Twelve minutes before the end, as they were taking away that woman who was at CTU working on behalf of that former president who reminds me of Nixon, she said something that immediately brought to mind my 1978 CalArts video, "How Did The Future Learn To Play Monopoly," which I've also mentioned here and there in a few blogs. "Take your hands off of me," she shouted as they were leading her away in handcuffs. It was very close to the way the star of my video, Henry Golas (who was once Groucho Marx' right hand), intoned the words, "Take your grubby hands off of me," as they were leading him away to be tortured.
So I started to think. Because this is the exact kind of short-hand used to put my mind on track with something, which then leads me to something else, which they had waiting for me. It would not count as a reference in and of itself, that would be way too thin. Unless there was some other thing that belonged alongside it, so that, cumulatively, they would be revealed as having deliberately brought something in particular to mind.
But what? And then it became obvious, and clearly the point, and clearly one I had discovered through objective thought, rather than by some stretch.

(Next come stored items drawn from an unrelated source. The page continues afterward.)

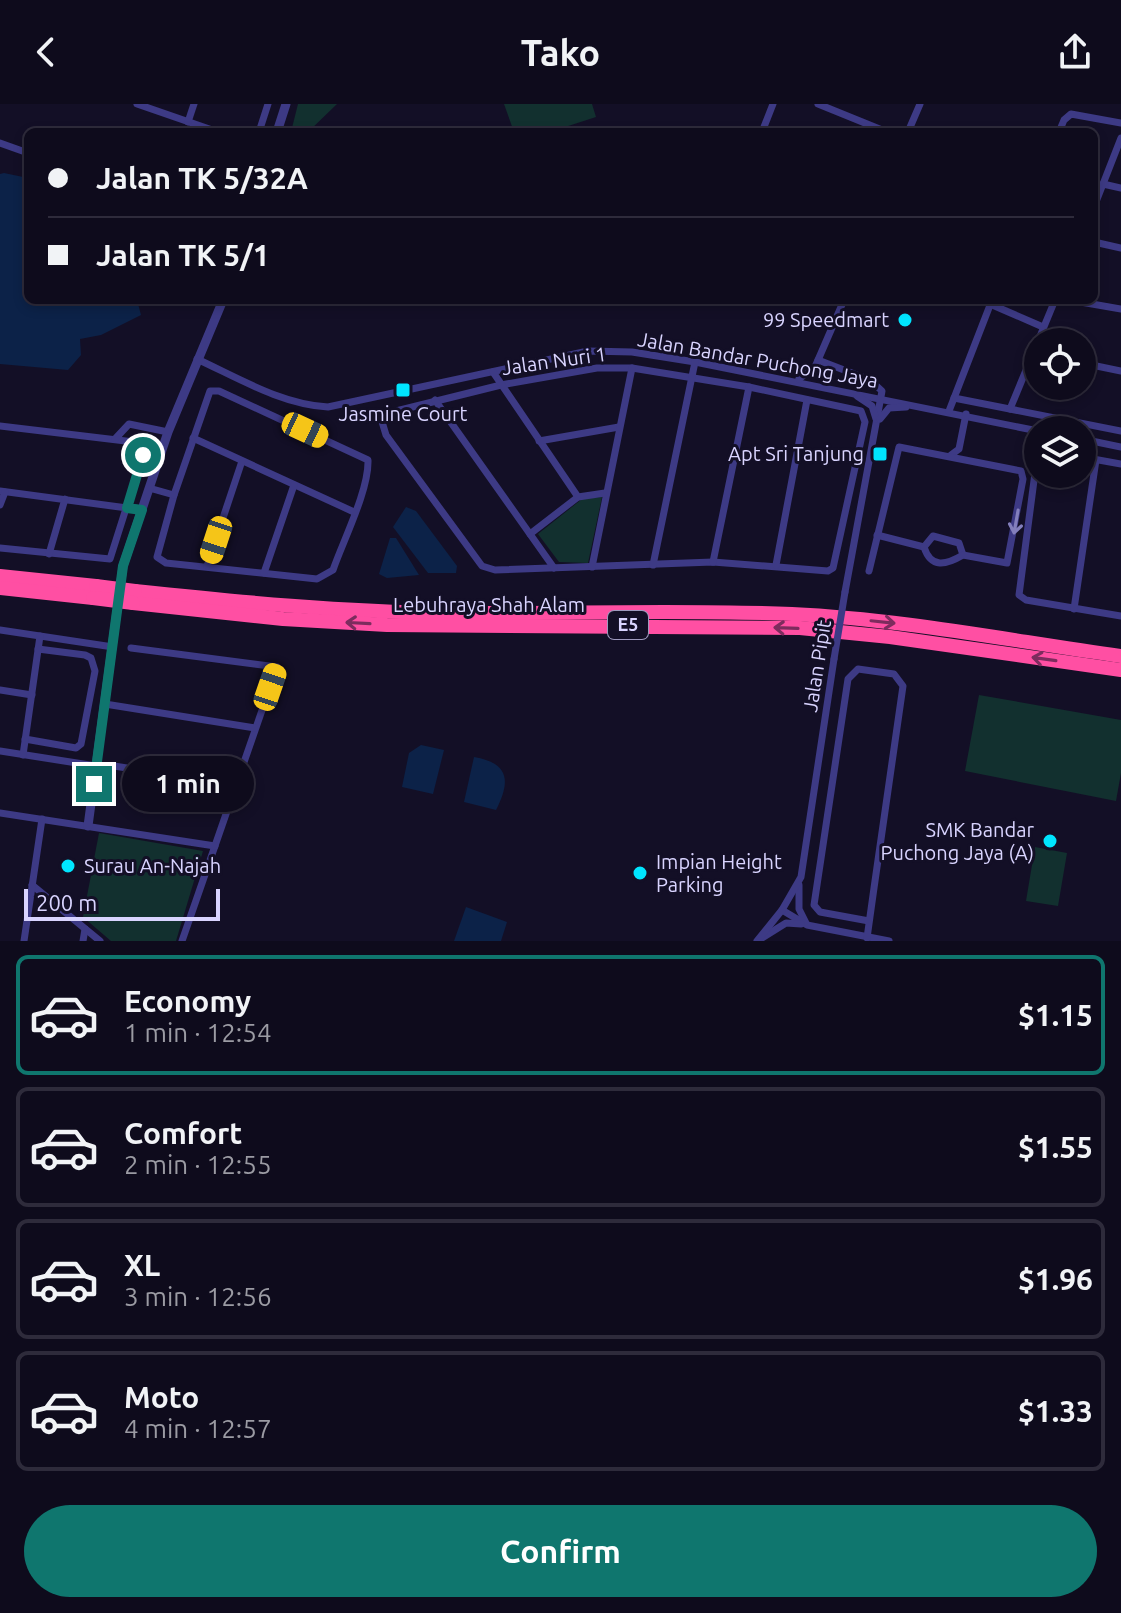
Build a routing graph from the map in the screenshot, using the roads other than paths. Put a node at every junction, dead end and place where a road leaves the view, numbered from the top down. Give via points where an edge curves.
1 (137, 104) edge
2 (194, 104) edge
3 (268, 104) edge
4 (286, 104) edge
5 (773, 104) edge
6 (818, 104) edge
7 (920, 104) edge
8 (188, 122) junction
9 (1121, 123) edge
10 (206, 128) edge
11 (260, 128) edge
12 (278, 128) edge
13 (764, 128) edge
14 (877, 128) edge
15 (910, 128) edge
16 (1061, 128) edge
17 (1121, 138) edge
18 (0, 143) edge
19 (24, 152) edge
20 (1103, 184) junction
21 (1121, 188) edge
22 (1098, 197) edge
23 (1098, 243) edge
24 (1121, 248) edge
25 (221, 304) edge
26 (842, 304) edge
27 (990, 304) edge
28 (995, 304) edge
29 (1053, 304) edge
30 (1092, 304) edge
31 (1121, 309) edge
32 (1043, 327) joint
33 (197, 359) junction
34 (818, 360) junction
35 (695, 362) junction
36 (1096, 366) edge
37 (632, 368) junction
38 (1121, 371) edge
39 (493, 372) junction
40 (692, 378) junction
41 (1024, 378) edge
42 (797, 380) junction
43 (501, 385) junction
44 (749, 387) junction
45 (844, 391) junction
46 (882, 398) junction
47 (954, 398) junction
48 (435, 400) junction
49 (807, 400) junction
50 (1010, 409) junction
51 (945, 410) junction
52 (966, 414) junction
53 (877, 424) junction
54 (0, 426) edge
55 (619, 427) junction
56 (1024, 428) edge
57 (1121, 431) edge
58 (168, 432) junction
59 (193, 438) junction
60 (115, 439) junction
61 (539, 441) junction
62 (1096, 442) edge
63 (1121, 447) edge
64 (959, 449) junction
65 (949, 456) junction
66 (968, 459) junction
67 (1096, 460) edge
68 (242, 461) junction
69 (1121, 464) edge
70 (294, 485) junction
71 (149, 488) junction
72 (1033, 488) edge
73 (1092, 488) edge
74 (2, 492) edge
75 (605, 493) junction
76 (174, 495) junction
77 (578, 497) junction
78 (65, 499) junction
79 (0, 505) edge
80 (127, 508) junction
81 (142, 510) junction
82 (354, 512) junction
83 (530, 534) junction
84 (877, 535) junction
85 (924, 547) junction
86 (0, 548) edge
87 (49, 554) junction
88 (963, 555) junction
89 (713, 562) junction
90 (653, 565) junction
91 (776, 565) junction
92 (207, 566) junction
93 (592, 567) junction
94 (554, 568) junction
95 (869, 571) dead end
96 (264, 573) junction
97 (0, 576) edge
98 (0, 588) edge
99 (94, 592) junction
100 (134, 597) junction
101 (1074, 609) junction
102 (1121, 616) edge
103 (0, 630) edge
104 (40, 636) junction
105 (113, 647) junction
106 (131, 648) dead end
107 (38, 649) junction
108 (1121, 656) edge
109 (1121, 670) edge
110 (0, 690) edge
111 (32, 695) junction
112 (105, 704) junction
113 (255, 728) junction
114 (25, 739) junction
115 (0, 751) edge
116 (23, 755) junction
117 (96, 766) junction
118 (114, 766) dead end
119 (236, 785) junction
120 (0, 813) edge
121 (42, 819) junction
122 (88, 826) junction
123 (215, 846) junction
124 (799, 883) junction
125 (32, 885) junction
126 (782, 910) junction
127 (869, 921) junction
128 (807, 925) junction
129 (85, 929) junction
130 (867, 938) junction
131 (24, 941) edge
132 (83, 941) edge
133 (100, 941) edge
134 (182, 941) edge
135 (758, 941) edge
136 (889, 941) edge

1 - 8 street
2 - 8 street
3 - 11 street
4 - 12 street
5 - 13 street
6 - 14 street
7 - 15 street
8 - 10 street
9 - 16 street via 1076,114
17 - 20 street
18 - 19 street
20 - 21 street
20 - 22 street
23 - 24 street
25 - 33 street
26 - 34 street
27 - 47 street
28 - 32 street
29 - 32 street
30 - 31 street
33 - 39 street, Jalan Bandar Puchong Jaya via 303,405 328,407
33 - 58 street
34 - 42 street via 811,373
34 - 46 street via 875,383
35 - 39 street, Jalan Bandar Puchong Jaya via 588,351
35 - 40 street
35 - 42 street, Jalan Bandar Puchong Jaya
36 - 38 street
37 - 40 street, Jalan Nuri 1
37 - 43 street, Jalan Nuri 1 via 597,368
37 - 55 street
39 - 43 street
40 - 44 street, Jalan Nuri 1
40 - 90 street
41 - 50 street
42 - 45 street, Jalan Bandar Puchong Jaya
43 - 48 street, Jalan Nuri 1
43 - 61 street
44 - 49 street, Jalan Nuri 1
44 - 89 street
45 - 46 street, Jalan Bandar Puchong Jaya
45 - 53 street via 872,406
46 - 51 street, Jalan Bandar Puchong Jaya
46 - 53 street, Jalan Pipit
47 - 50 street
47 - 51 street
48 - 83 street
48 - 94 street, Jalan Nuri 1 via 383,412 379,419 386,435 482,566
49 - 91 street
49 - 91 street, Jalan Nuri 1 via 856,408 865,422 836,562 828,571
50 - 57 street
51 - 52 street, Jalan Bandar Puchong Jaya
51 - 53 street via 895,406
52 - 56 street, Jalan Bandar Puchong Jaya
52 - 64 street
53 - 124 street, Jalan Pipit, bridge
54 - 60 street
55 - 61 street
55 - 75 street
58 - 60 street via 129,424
58 - 71 street
59 - 68 street
59 - 76 street
59 - 82 street via 214,390 362,456 369,469
60 - 80 street via 141,446 143,455
61 - 77 street
62 - 63 street
64 - 65 street
64 - 66 street
65 - 66 street
65 - 84 street via 899,447
66 -> 88 street via 1021,471 1023,479 1010,559 1003,564
67 - 69 street
68 - 70 street
68 - 92 street
70 - 82 street
70 - 96 street
71 - 76 street
71 - 81 street
72 - 101 street via 1018,591 1026,600
73 - 101 street
74 - 78 street
74 - 79 street
75 - 77 street
75 - 93 street
76 - 92 street via 156,553 166,563
77 - 83 street
78 - 80 street
78 - 87 street
80 - 81 street
80 - 87 street via 107,561
81 - 105 street via 123,566
82 - 96 street via 333,570 317,579
83 - 94 street
84 - 85 street
84 - 95 street
85 - 88 street via 938,564
85 - 88 street via 933,536 949,538 959,543
86 - 87 street
89 - 90 street
89 - 91 street
90 - 93 street
92 - 96 street
93 - 94 street
97 - 99 highway, Lebuhraya Shah Alam / E5
98 - 99 highway, Lebuhraya Shah Alam / E5
99 - 100 highway, Lebuhraya Shah Alam / E5, bridge
100 -> 108 highway, Lebuhraya Shah Alam / E5 via 447,613 794,614
109 -> 100 highway, Lebuhraya Shah Alam / E5 via 800,628 387,625 283,619
101 - 102 street
103 - 104 street
104 - 105 street
104 - 107 street
105 - 112 street
106 - 113 street via 277,667
107 - 111 street
107 - 114 street via 91,658 93,683 81,744 76,748
110 - 111 street
111 - 114 street
112 - 113 street
112 - 117 street
113 - 119 street
114 - 116 street
115 - 116 street
116 - 117 street
117 - 122 street
118 - 119 street
119 - 123 street
120 - 121 street
121 - 122 street
121 - 125 street
122 - 123 street
123 - 134 street
124 - 126 street, Jalan Pipit
124 - 128 street via 799,909
125 - 129 street
125 - 131 street
126 - 128 street
126 - 135 street, Jalan Pipit
127 - 127 street via 817,911 814,905 848,679 858,669 894,674 903,686
127 - 130 street
128 - 130 street
128 - 135 street via 786,923
129 - 132 street
129 - 133 street
130 - 136 street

In "How Did The Future Learn To Play Monopoly," we find a future scenario in which only one person alive still knows how to play Monopoly (trademark Parker Bros.). And so they must make him talk, they have to make him talk. They have the Monopoly board, the Monopoly pieces - it must be made to work. But he doesn't want to talk. In his words, "It's a terrible game! A horrible game!" He did not want the seed of the precepts of capitalism to reenter this future world through the gate of knowledge that was the rules of how to play Monopoly (trademark Parker Bros.), - at least, that is one take on the significance of his resolve not to release the secret. So they take him to a room and begin chanting over and over, "We wanna play Monopoly! We wanna play Monopoly!" Until finally, he cracks. "Alright! I'll teach you! Just stop torturing me!" he shouts. This is the one work of mine that contains an unmistakable parallel (semi-parallel) to the thing about "24" that has made that show so controversial.
That's My Story And They're Sticking To Something That's Not Entirely Different, At Least In Terms Of The Idea For The Title
In 1978 I gave a copy of "How Did The Future Learn To Play Monopoly" to then non-producer Sean Daniel, who was the first person who told me of the school I had just graduated from, CalArts. At the time he was Universal's spokesman for the first Robert Zemeckis movie, "I Wanna Hold Your Hand". When Zemeckis later made "Back To The Future," wherein the movie title camps up confusion of past and present tenses owing to "future" being in the title, I knew why it reminded me of, "How Did The Future Learn To Play Monopoly." But that's another story.